**Aim of the task**
Copy the lines of the entries exactly, from the opening one to the one holding "auto T=[&](const char*", and leave out everything after.

- Opening Delimiter -

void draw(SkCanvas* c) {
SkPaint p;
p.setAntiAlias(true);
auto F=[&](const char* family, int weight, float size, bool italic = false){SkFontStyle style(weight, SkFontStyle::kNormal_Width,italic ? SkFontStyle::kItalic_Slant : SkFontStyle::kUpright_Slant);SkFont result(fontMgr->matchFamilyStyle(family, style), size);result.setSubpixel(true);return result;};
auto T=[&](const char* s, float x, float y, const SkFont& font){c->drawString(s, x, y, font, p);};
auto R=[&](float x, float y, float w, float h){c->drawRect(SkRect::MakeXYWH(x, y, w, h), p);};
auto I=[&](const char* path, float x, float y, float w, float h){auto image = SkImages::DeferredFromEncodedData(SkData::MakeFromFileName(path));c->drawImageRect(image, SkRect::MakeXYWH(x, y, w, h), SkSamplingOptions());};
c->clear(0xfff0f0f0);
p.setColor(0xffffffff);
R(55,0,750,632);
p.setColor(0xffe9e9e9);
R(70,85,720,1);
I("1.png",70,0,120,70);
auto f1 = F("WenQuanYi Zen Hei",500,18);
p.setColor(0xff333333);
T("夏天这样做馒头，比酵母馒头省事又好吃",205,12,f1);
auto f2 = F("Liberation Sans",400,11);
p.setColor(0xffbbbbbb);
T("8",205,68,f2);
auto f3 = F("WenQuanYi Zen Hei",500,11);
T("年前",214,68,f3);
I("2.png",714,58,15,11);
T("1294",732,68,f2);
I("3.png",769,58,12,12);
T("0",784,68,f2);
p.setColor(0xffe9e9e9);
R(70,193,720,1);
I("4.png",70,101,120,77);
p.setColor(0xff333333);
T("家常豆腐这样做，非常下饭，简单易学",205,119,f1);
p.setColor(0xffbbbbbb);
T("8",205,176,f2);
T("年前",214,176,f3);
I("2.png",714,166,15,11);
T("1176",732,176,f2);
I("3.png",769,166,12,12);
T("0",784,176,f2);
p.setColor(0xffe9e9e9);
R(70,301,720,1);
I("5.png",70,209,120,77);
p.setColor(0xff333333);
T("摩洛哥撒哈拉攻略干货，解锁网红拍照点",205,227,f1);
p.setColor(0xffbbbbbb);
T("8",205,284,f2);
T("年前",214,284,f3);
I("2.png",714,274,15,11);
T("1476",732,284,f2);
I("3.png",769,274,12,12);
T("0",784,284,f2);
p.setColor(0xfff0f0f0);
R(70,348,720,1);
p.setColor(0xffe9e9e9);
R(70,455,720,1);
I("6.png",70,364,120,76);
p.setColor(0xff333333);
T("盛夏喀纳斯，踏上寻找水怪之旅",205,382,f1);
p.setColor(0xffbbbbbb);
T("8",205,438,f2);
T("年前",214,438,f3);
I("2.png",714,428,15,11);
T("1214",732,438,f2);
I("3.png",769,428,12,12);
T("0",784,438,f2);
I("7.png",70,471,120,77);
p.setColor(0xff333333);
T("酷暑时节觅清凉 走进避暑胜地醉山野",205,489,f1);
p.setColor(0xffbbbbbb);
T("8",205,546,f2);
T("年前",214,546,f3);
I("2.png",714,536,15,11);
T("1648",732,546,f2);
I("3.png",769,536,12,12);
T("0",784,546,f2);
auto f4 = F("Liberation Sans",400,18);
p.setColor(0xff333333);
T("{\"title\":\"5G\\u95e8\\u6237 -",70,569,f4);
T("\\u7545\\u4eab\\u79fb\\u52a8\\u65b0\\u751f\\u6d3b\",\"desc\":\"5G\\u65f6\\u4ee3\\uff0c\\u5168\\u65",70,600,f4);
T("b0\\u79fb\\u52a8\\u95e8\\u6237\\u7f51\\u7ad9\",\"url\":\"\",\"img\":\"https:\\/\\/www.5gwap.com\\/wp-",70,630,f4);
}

- Closing Delimiter -

**Answer space**
void draw(SkCanvas* c) {
SkPaint p;
p.setAntiAlias(true);
auto F=[&](const char* family, int weight, float size, bool italic = false){SkFontStyle style(weight, SkFontStyle::kNormal_Width,italic ? SkFontStyle::kItalic_Slant : SkFontStyle::kUpright_Slant);SkFont result(fontMgr->matchFamilyStyle(family, style), size);result.setSubpixel(true);return result;};
auto T=[&](const char* s, float x, float y, const SkFont& font){c->drawString(s, x, y, font, p);};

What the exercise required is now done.